Laraine Bruce: a ‘care checker’ on the side of users

An organisation has recruited an army of "care checkers" to visit settings so that service users are heard. Mithran Samuel reports

The Winterbourne View abuse scandal sparked many things: a police investigation, a serious case review and a government inquiry among them. For North Wales-based social care trainer, advocate and former inspector Laraine Bruce, it led to a moment of epiphany: “What was most disgusting for me was that I wasn’t surprised by it. I felt that I could walk out the door and into a care setting and find poor care. I knew I had to do something.”

That something is CareChecker, an organisation launched to ensure that, not only is abuse and neglect driven out of the care system, but that the system truly recognises service users as its customers. It is the creation of Bruce, her husband Roger, Roger Rowett and Rebecca McConnell, who, like her, have significant experience in supporting people with learning disabilities.

Its objective is simple: recruiting an army of “care checkers” to go into care homes or hospitals, listen to what users and their families say about them and try to ensure providers act on what they say.

Bruce’s argument is that the formal care checking system – regulators, commissioners and providers’ internal quality assurance processes – is failing to do this.

She has been doing paid work with disabled people since 1980. But her evidence that Winterbourne View is just the tip of the iceberg comes from other work as a volunteer advocate for families experiencing problems with the care system.

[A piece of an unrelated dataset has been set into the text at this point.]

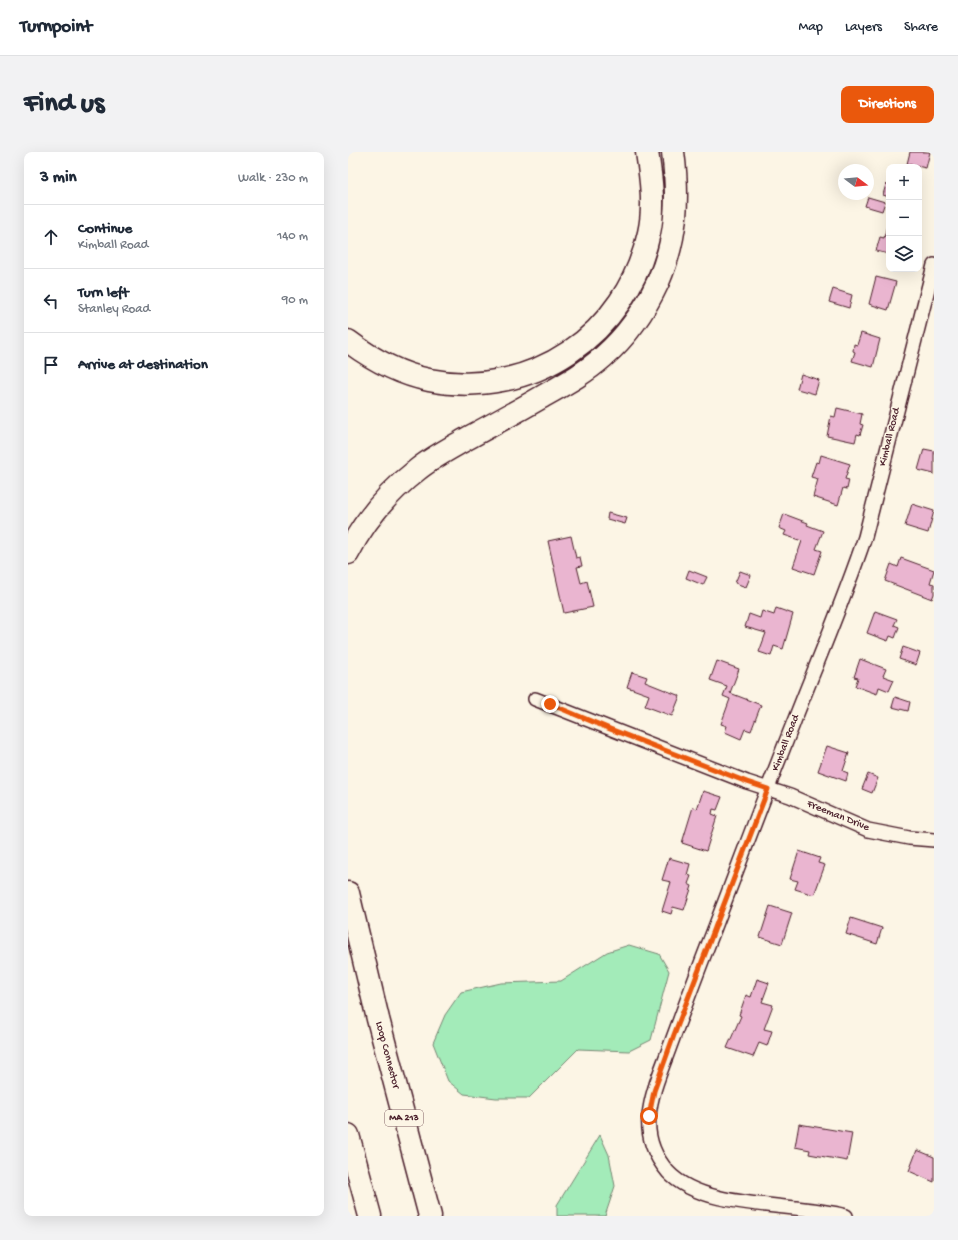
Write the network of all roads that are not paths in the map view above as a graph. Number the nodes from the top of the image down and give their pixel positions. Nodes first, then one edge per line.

“In the past couple of years there has been a substantial increase in the number of people contacting me,” Bruce says. “They or a family member had suffered some form of abuse or neglect and every single one said no one was listening to them.”

Her diagnosis of why this is the case is familiar: a regulatory system that puts compliance before visiting services; a task-based approach to care in which staff feel they cannot build relationships with users; complaints systems that fail to deliver redress.

But her solution is novel. It rests on the belief that there are already people going into care homes who can act as watchdogs with a little training, awareness and support.

“They could be people visiting family members, professionals such as social workers or nurses, or even hairdressers, who meet [service users] and can talk to them,” she says. “It’s about supporting these people who are there rather than creating a new breed of worker.”

She says people going into care settings often see things that are awry but need to be given the confidence to speak up. “It’s about saying [to staff and managers], ‘excuse me, this lady has been shouting at you for a long time. Can you help her?’.”

CareChecker offers training to such people in making judgements about services, based on the extent to which they listen to service users and act on what they say.

The training draws on guidance devised by Bruce and Rowett for the Care Council for Wales on delivering person-centred care for people with dementia. This urges people working with dementia sufferers to endeavour to see the world from the service user’s perspective by working with them to gather information on their life history, preferences, likes and dislikes.

Bruce wants the “community care checkers” to identify individual service users and gather their perspective on service quality at successive visits to chart progress.

More broadly, she is talking to commissioners and providers to set up a pilot to test the approach more systematically in one area. Services would agree to have care checkers go in every few months and agree to take account of their findings, with the checkers monitoring improvements, and the pilot would be evaluated. “We need to know whether this is successful,” she says.

Though she is keen to help a range of service users, there is one group she has in mind: “People who enter care homes often lose their natural ties. Friends don’t stay in touch. If you put that alongside challenges like dementia and staff who say they don’t have time to listen to them; that’s so dreadful. It’s those people I want to reach.”

Laraine Bruce: a care career

Laraine Bruce ran a residential arts centre for young people, including those with learning disabilities, from 1978-86. She then worked in residential care for disabled adults, before joining Clywd Council, where she managed services for adults with learning disabilities, and then moving into regulation, ending her career at the Care Standards Inspectorate Wales in 2005. Since then she has worked as a volunteer advocate and trainer in person-centred care.